Anyone who’s watched (regular) television in California can likely belt out the catchy “Grocery Outlet, Bargain Market” jingle by heart. Unfortunately, the Emeryville-based supermarket chain doesn’t have much to sing about these days.
Grocery Outlet is slated to close nine locations in Southern and Central California in 2026, as part of a broad retrenchment that will see dozens of locations close across the country. For California consumers, the markets affected can mostly be found in Los Angeles, San Diego and Orange counties, as well as areas farther north like Kern and Fresno counties.
The specific cities affected by the coming Grocery Outlet closures are: Azusa, Brawley, El Cajon, Kerman, La Habra, Ontario, Patterson, Poway and Ridgecrest. The company’s larger “optimization plan” was first announced in the chain’s fourth quarter and 2025 fiscal year report.
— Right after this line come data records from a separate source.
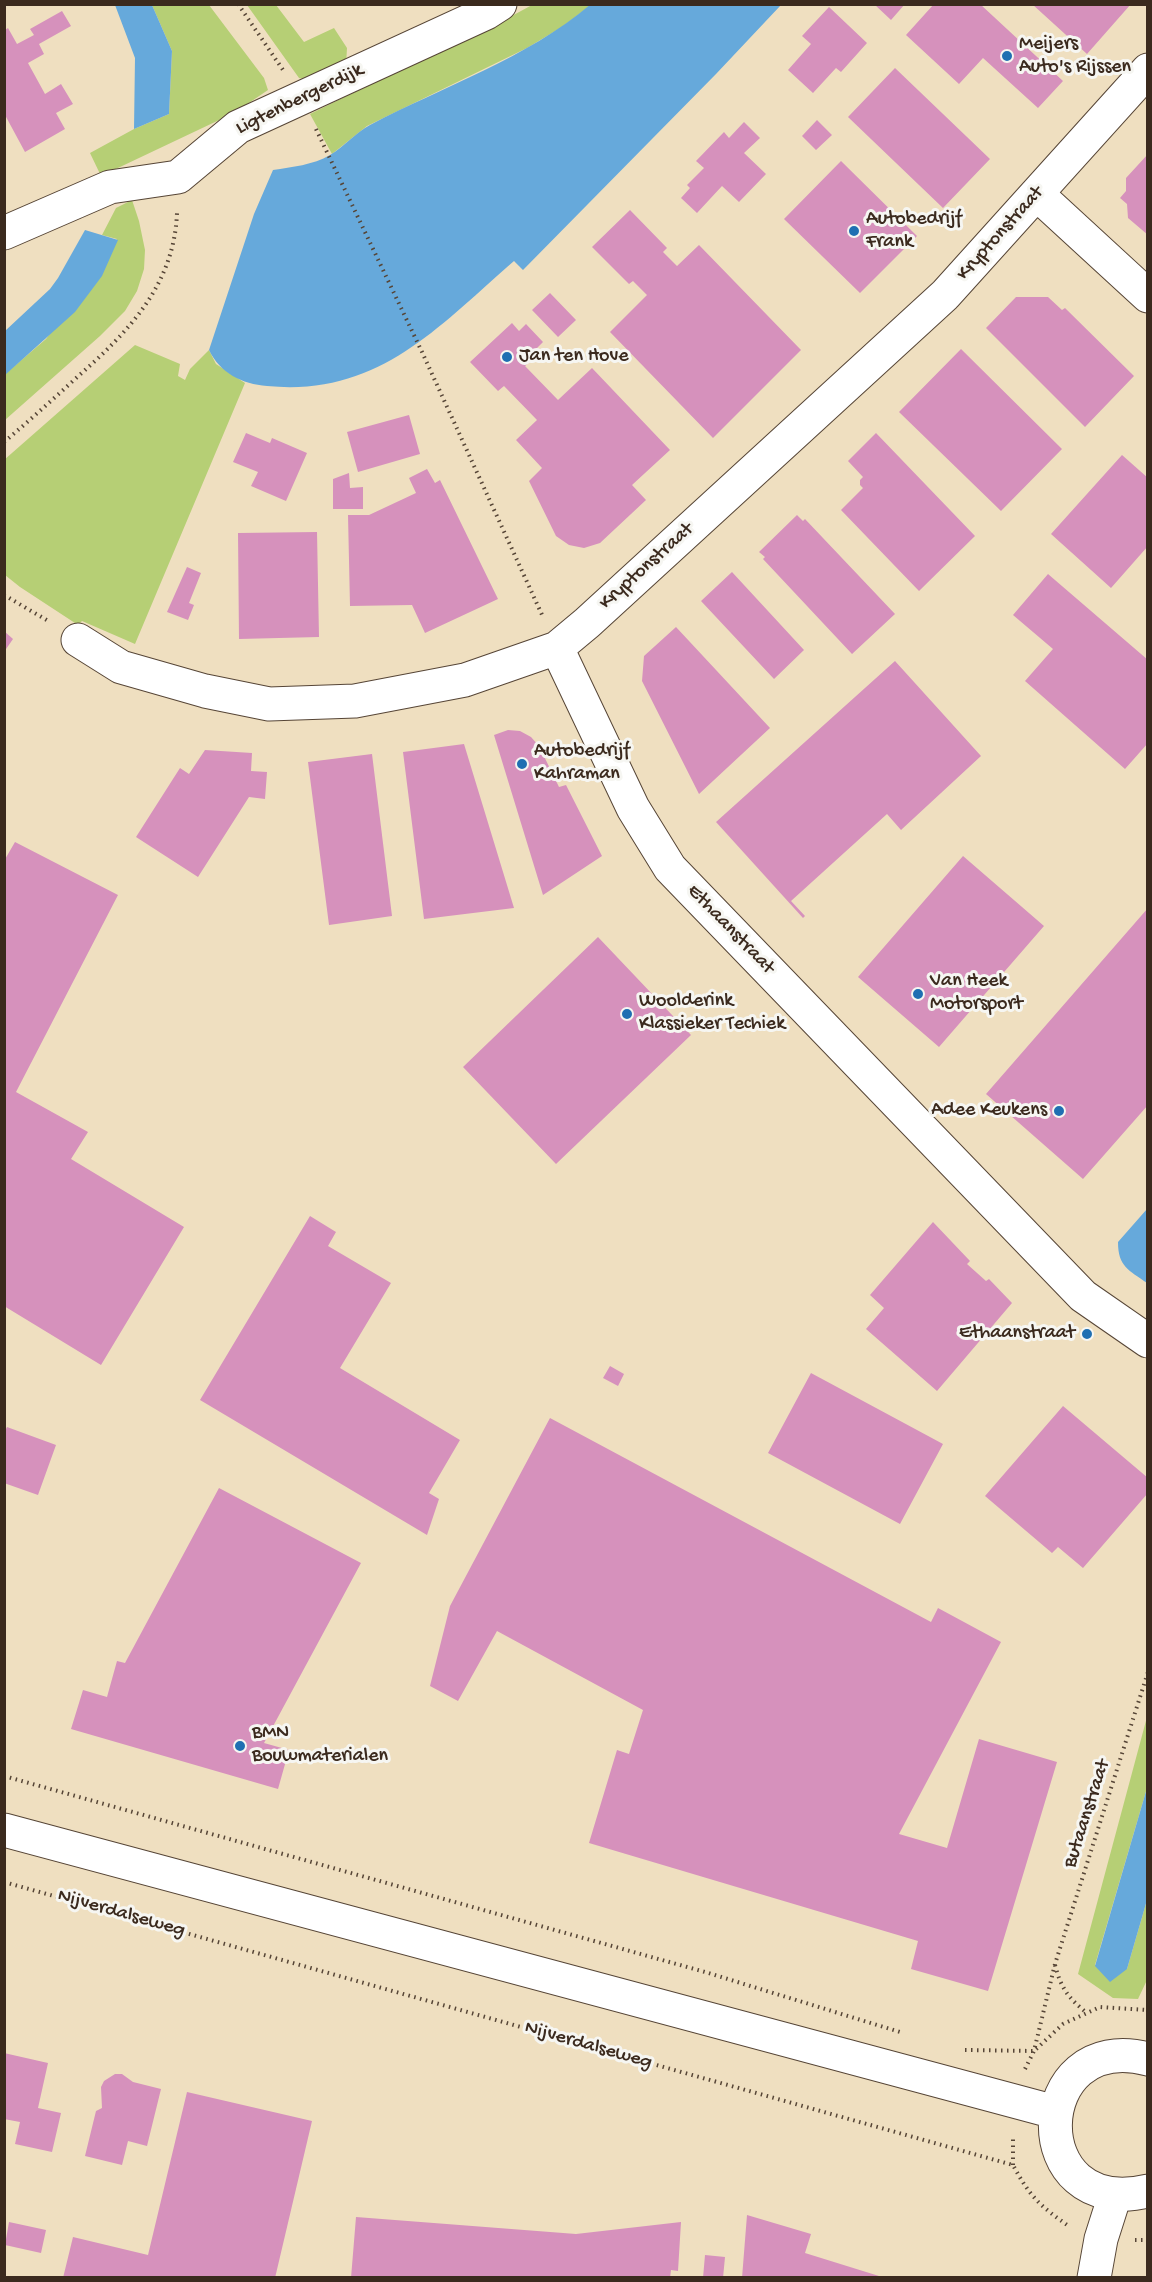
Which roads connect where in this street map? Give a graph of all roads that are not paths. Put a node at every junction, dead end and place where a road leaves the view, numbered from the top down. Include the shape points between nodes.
1 (500, 4) edge
2 (1148, 70) edge
3 (1037, 194) junction
4 (8, 222) edge
5 (1148, 296) edge
6 (78, 640) road end
7 (557, 648) junction
8 (1148, 1341) edge
9 (4, 1830) edge
10 (1148, 2059) edge
11 (1055, 2112) junction
12 (1148, 2191) edge
13 (1114, 2195) junction
14 (1094, 2277) edge

1 - 4 street, Ligtenbergerdijk via 238,127 178,177 110,187
2 - 3 street, Kryptonstraat
3 - 5 street
3 - 7 street, Kryptonstraat via 945,295
6 - 7 street, Kryptonstraat via 121,668 269,704 355,701 465,680
7 - 8 street, Ethaanstraat via 633,808 670,868 1083,1296
9 - 11 street
10 - 11 street via 1118,2055 1092,2062 1067,2084
11 - 13 street via 1056,2143 1064,2162 1078,2179
12 - 13 street
13 - 14 street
The report said that the plan “provides for the closure of 36 financially underperforming stores, including the termination or sublease of the applicable store leases, the termination or sublease of a lease for a distribution center facility that we are no longer utilizing, and the termination of operator agreements with independent operators (‘IOs’) for the applicable store locations as well as certain other store locations.” The report also stated that the company’s operating loss for the year was $221.7 million.
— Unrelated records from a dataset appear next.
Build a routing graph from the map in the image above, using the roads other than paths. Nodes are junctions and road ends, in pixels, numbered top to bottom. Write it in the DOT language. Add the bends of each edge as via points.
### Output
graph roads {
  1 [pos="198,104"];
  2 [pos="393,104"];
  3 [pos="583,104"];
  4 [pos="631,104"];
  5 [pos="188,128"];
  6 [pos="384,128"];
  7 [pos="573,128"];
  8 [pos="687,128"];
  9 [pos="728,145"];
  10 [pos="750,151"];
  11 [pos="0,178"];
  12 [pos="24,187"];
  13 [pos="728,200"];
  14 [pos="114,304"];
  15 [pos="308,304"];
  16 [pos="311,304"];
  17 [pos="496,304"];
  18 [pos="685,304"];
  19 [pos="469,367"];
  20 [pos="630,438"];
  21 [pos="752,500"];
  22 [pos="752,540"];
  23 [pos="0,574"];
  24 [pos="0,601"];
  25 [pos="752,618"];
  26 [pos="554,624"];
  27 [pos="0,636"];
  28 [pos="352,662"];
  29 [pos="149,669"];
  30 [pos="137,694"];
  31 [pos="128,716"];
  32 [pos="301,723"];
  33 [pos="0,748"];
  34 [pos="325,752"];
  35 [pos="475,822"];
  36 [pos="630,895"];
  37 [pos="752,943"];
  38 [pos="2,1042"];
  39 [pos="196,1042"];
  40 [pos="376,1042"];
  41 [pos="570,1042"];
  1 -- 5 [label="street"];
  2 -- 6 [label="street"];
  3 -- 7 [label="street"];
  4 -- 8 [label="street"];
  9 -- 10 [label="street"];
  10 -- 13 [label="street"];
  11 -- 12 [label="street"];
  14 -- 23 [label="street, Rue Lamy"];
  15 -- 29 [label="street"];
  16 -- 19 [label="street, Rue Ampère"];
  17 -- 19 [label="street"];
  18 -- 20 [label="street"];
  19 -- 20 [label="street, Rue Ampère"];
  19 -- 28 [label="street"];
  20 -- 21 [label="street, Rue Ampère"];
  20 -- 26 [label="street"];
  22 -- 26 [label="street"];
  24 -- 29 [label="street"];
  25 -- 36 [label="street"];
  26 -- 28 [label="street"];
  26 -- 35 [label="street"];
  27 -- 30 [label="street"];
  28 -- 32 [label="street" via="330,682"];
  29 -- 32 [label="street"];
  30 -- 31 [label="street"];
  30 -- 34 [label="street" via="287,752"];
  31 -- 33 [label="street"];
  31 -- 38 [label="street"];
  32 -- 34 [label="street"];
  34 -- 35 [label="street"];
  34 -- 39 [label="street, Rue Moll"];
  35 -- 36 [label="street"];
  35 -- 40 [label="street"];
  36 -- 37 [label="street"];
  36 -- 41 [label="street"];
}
Grocery Outlet acknowledged that it may have grown too quickly in recent years, necessitating these closures (which also affect stores in Idaho, Maryland, New Jersey, Ohio and Pennsylvania).
“Following a rigorous analysis of the fleet, we identified 36 stores in the network that we concluded did not have a viable path to sustained profitability,” Grocery Outlet CEO Jason Potter said in the company’s latest earnings call, according to the Los Angeles Times. “It’s clear now that we expanded too quickly, and these closures are a direct correction.”
Grocery Outlet currently operates more than 560 stores in 16 states. Its closures come as other supermarket brands are struggling: Kroger (the parent company of Ralphs and Food 4 Less) and Albertsons also closed several locations and laid off hundreds of employees last year. Amazon, meanwhile, is going all in on grocery delivery, shuttering all of its Amazon Fresh and Amazon Go stores nationwide as of early 2026 and converting some of them into Whole Foods Market locations.
SFGATE reached out to Grocery Outlet but did not hear back before the time of publication.